Start of TASK MATERIAL

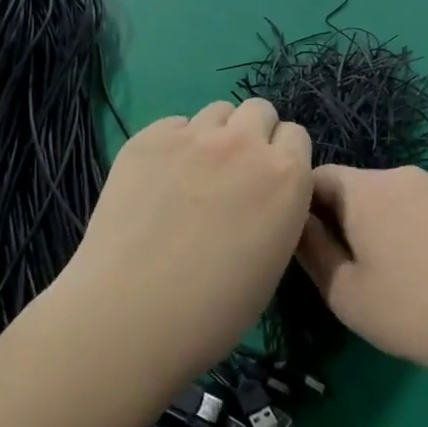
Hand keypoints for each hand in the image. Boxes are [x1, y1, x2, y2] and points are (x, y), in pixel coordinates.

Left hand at [58, 100, 311, 381]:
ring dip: (216, 135)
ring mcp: (194, 137)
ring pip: (218, 112)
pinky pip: (174, 125)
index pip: (297, 136)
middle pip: (260, 110)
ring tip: (195, 173)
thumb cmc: (213, 311)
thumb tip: (261, 196)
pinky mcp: (148, 139)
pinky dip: (174, 144)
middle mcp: (245, 144)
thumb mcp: (273, 260)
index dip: (284, 158)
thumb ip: (278, 210)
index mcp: (287, 176)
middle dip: (254, 134)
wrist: (130, 316)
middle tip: (235, 172)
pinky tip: (159, 180)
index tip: (268, 183)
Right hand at [296, 165, 427, 390]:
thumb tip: (298, 223)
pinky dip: (418, 225)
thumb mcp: (345, 292)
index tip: (308, 243)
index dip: (304, 206)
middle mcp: (403, 174)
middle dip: (345, 216)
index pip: (318, 177)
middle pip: (358, 186)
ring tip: (395, 269)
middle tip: (350, 264)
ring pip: (395, 196)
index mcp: (366, 190)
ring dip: (384, 220)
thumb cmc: (411, 312)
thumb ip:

End of TASK MATERIAL

**TASK DESCRIPTION:** Lines from the one with "index dip: (284, 158)" through the end of the data: set these down exactly, including both ends and nothing more.

**ANSWER FOR THIS EXERCISE:**
index dip: (284, 158)
thumb ip: (278, 210)
index mcp: (287, 176)
middle dip: (254, 134)
wrist: (130, 316)
middle tip: (235, 172)
pinky tip: (159, 180)
index tip: (268, 183)
Right hand at [296, 165, 427, 390]:
thumb tip: (298, 223)
pinky dip: (418, 225)
thumb mcp: (345, 292)
index tip: (308, 243)
index dip: (304, 206)
middle mcp: (403, 174)
middle dip: (345, 216)
index pip: (318, 177)
middle pip: (358, 186)
ring tip: (395, 269)
middle tip: (350, 264)
ring pip: (395, 196)
index mcp: (366, 190)
ring dip: (384, 220)
thumb cmc: (411, 312)
thumb ip:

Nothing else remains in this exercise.